* **Task goal**: Check every line below for the string "highway", and copy the lines that contain it.

* **Extracted material**:
======

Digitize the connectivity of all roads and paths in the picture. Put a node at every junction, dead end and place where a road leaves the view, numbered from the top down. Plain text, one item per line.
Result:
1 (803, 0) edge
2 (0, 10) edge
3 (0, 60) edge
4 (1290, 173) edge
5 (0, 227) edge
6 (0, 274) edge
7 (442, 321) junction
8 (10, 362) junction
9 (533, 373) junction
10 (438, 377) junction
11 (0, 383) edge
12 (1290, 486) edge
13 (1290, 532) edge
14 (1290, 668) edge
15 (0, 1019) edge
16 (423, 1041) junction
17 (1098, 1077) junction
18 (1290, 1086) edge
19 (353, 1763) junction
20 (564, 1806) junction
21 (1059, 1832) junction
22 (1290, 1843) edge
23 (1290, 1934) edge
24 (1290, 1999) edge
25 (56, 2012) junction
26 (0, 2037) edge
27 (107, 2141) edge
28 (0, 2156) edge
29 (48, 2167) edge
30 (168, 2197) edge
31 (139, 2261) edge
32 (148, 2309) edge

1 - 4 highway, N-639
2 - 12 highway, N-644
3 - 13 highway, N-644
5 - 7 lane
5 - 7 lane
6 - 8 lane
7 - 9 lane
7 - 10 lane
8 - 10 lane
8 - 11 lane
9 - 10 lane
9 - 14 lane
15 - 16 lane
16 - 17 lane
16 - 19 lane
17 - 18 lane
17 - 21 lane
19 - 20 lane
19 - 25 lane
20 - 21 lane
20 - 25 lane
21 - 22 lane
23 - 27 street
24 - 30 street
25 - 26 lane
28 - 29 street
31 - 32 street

======

* **Result of this task**:
1 - 4 highway, N-639
2 - 12 highway, N-644
3 - 13 highway, N-644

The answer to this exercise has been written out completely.